> [PROBLEM DETAILS]:
Examine the entries below, count the lines holding the string "Avack", and respond with the number only.

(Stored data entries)
☆ ☆ ☆ ☆ ☆

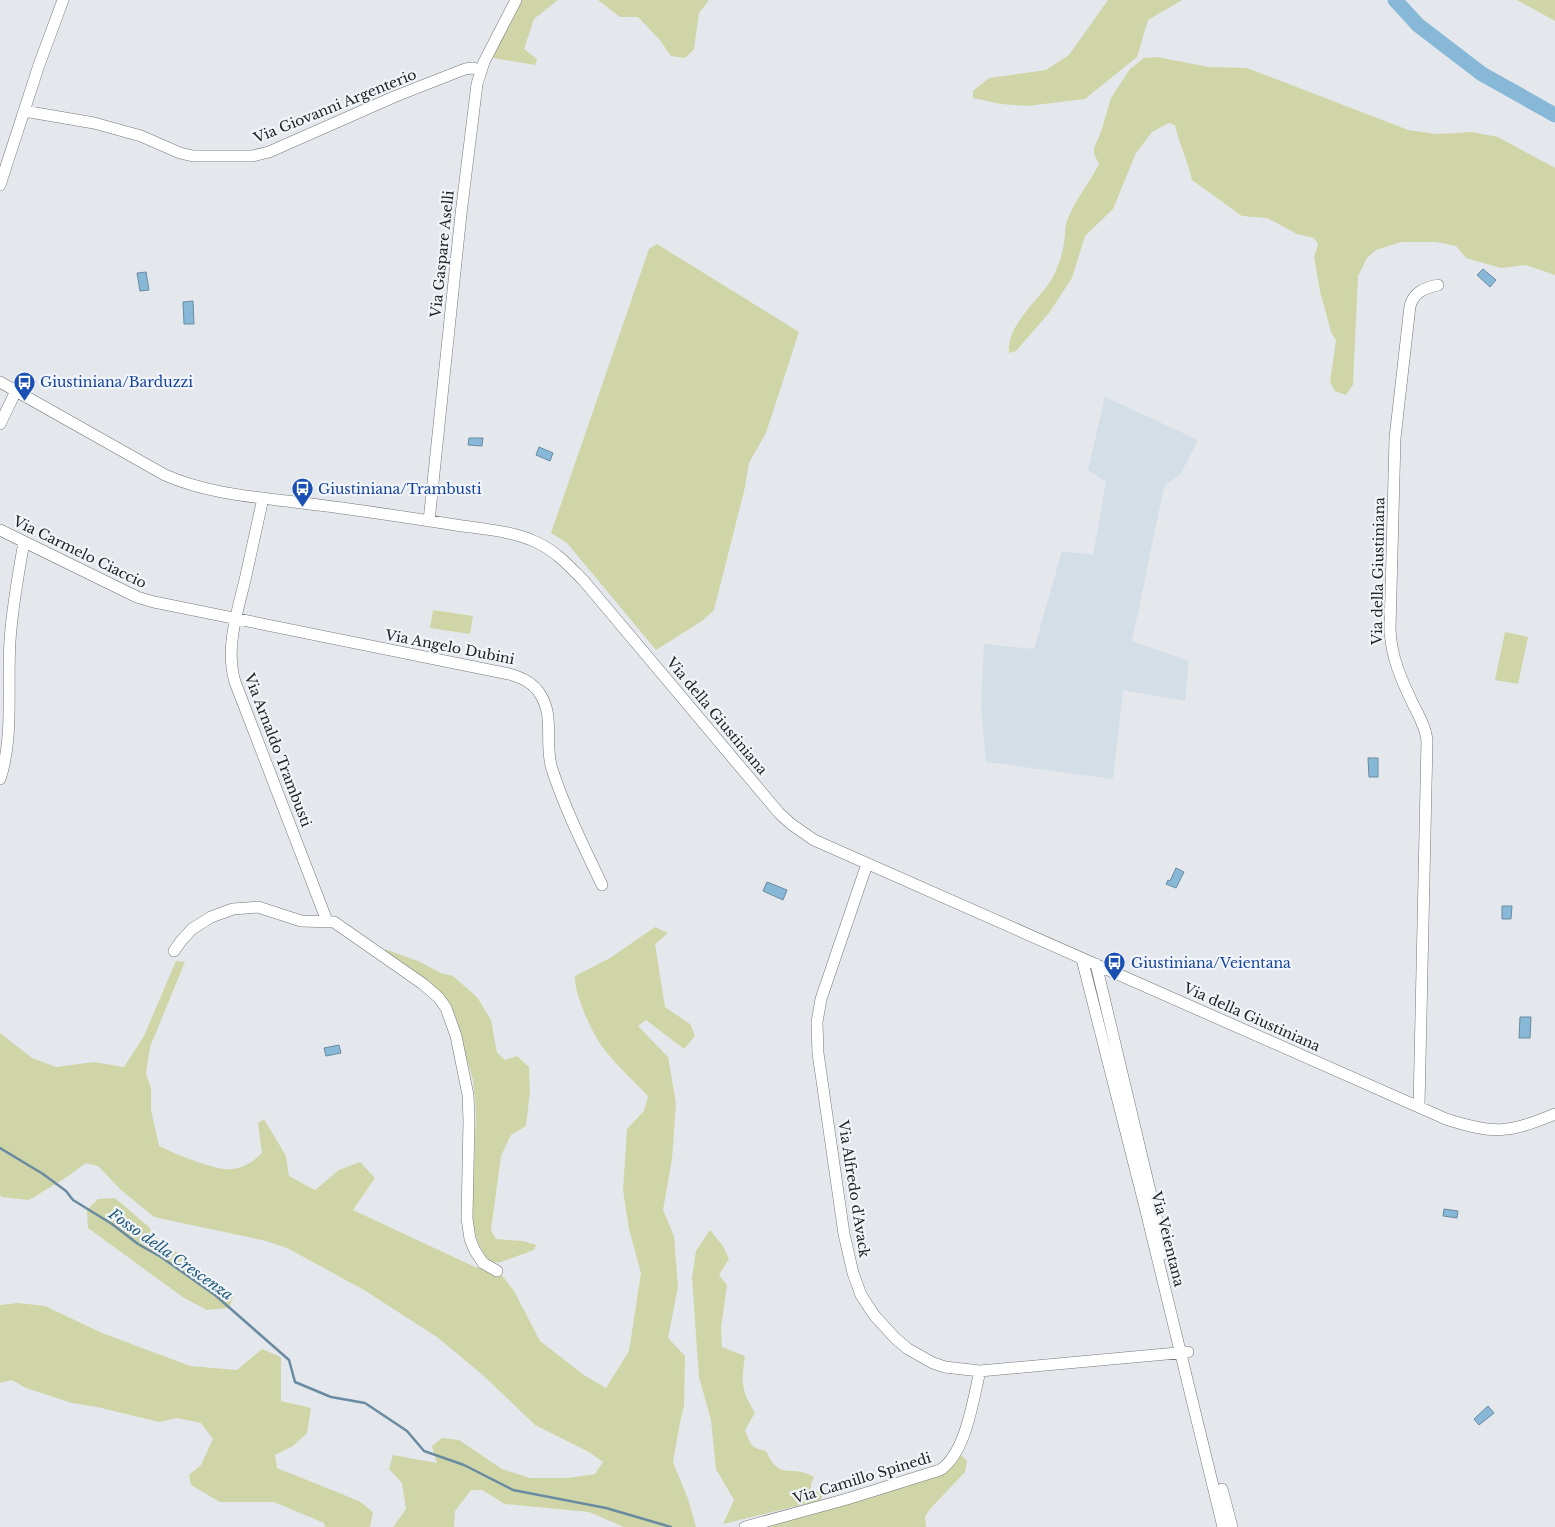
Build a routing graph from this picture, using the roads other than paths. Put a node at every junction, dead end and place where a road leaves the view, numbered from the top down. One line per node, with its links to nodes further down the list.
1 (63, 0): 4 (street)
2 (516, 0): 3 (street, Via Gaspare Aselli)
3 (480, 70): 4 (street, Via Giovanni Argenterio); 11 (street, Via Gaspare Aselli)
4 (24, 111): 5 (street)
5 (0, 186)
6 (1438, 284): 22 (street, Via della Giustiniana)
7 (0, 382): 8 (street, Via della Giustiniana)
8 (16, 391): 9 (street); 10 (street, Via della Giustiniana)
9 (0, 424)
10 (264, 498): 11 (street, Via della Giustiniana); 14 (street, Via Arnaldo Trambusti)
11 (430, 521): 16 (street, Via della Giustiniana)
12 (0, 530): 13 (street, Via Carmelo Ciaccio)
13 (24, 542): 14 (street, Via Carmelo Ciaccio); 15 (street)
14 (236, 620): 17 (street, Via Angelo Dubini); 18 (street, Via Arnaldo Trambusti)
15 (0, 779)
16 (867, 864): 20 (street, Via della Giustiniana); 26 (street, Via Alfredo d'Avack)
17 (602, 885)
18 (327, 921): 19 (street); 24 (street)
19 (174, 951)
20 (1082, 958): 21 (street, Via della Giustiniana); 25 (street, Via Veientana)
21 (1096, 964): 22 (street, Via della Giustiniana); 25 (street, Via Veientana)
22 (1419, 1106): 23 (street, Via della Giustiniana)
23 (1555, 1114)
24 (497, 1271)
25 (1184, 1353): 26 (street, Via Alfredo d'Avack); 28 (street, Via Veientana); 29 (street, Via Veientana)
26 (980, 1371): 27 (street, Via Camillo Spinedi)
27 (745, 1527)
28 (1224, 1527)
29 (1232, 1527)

☆ ☆ ☆ ☆ ☆

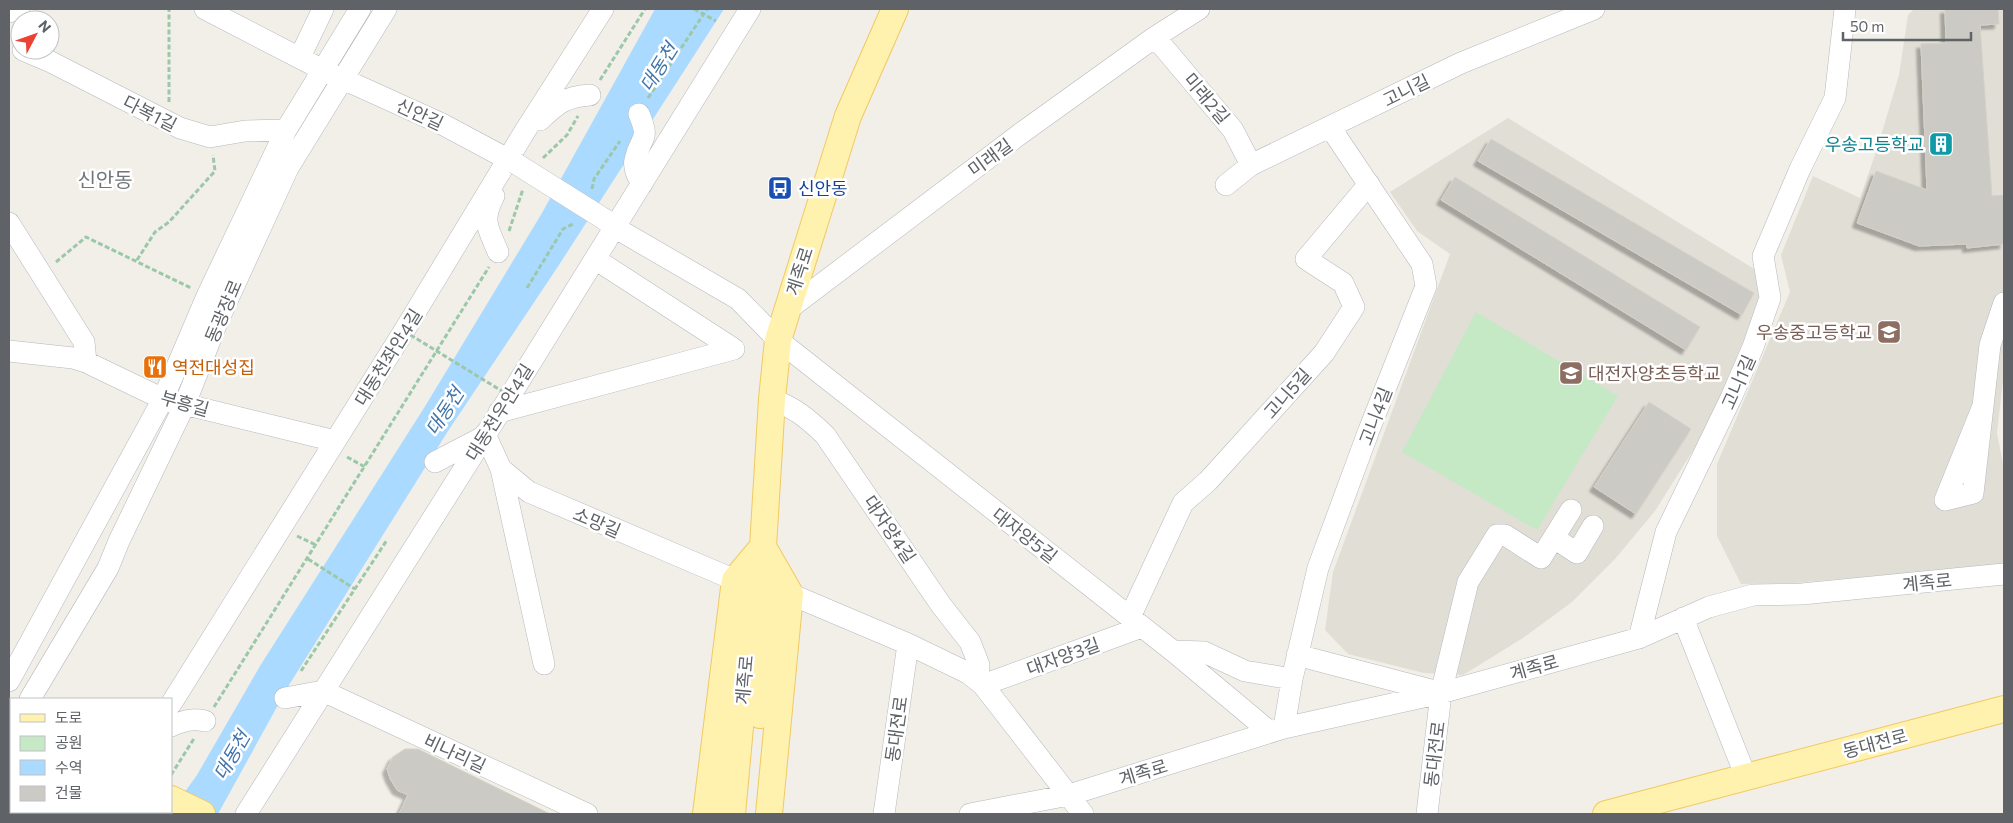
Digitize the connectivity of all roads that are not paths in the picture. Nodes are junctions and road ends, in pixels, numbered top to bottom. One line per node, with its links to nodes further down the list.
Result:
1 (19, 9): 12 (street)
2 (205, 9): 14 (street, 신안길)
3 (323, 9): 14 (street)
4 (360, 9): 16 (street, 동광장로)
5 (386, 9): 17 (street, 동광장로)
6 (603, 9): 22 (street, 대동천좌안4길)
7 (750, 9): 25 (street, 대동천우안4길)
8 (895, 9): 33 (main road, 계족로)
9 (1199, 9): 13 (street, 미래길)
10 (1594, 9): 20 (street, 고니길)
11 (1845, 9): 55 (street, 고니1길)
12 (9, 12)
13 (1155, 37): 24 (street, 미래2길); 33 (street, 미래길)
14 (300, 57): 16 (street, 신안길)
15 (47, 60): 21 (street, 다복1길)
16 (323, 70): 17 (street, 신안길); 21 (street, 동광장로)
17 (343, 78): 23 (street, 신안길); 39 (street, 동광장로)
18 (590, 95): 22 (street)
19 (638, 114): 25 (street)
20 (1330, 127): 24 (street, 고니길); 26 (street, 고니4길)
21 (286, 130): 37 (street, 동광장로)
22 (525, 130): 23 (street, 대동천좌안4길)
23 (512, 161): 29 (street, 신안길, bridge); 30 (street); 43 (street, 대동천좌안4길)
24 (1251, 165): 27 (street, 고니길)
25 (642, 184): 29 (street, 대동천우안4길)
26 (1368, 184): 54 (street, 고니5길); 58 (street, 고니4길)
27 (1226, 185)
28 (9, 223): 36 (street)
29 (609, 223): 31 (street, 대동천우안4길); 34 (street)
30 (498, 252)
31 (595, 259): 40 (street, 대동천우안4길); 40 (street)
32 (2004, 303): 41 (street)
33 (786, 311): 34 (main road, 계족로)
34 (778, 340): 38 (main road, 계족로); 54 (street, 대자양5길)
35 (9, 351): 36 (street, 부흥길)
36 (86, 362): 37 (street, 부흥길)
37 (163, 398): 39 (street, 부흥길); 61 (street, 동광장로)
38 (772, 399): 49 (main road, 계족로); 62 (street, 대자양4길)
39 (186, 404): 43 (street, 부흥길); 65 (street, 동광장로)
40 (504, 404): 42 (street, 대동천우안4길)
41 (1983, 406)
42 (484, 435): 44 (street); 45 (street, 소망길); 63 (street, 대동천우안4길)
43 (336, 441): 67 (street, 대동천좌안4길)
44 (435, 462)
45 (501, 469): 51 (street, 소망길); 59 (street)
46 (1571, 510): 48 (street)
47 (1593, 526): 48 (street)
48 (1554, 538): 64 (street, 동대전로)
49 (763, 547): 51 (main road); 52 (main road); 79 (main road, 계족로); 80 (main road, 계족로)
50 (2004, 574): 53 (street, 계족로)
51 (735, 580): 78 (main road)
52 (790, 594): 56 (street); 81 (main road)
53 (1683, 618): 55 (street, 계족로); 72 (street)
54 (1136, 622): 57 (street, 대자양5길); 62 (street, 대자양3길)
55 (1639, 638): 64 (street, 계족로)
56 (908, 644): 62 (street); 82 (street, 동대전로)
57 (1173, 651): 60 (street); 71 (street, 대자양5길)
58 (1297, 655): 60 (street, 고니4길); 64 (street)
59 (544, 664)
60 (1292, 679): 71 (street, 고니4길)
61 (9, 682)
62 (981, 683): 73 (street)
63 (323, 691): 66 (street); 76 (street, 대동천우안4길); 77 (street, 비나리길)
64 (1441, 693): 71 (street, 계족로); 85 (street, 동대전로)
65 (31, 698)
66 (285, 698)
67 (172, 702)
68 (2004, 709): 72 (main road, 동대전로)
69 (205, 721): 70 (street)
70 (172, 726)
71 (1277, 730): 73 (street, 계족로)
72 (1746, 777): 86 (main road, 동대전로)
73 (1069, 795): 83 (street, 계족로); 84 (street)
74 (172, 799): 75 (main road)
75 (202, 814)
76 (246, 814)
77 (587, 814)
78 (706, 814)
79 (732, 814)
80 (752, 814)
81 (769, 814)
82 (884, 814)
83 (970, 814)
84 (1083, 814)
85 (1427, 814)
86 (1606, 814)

☆ ☆ ☆ ☆ ☆

> [FINAL ANSWER]:
2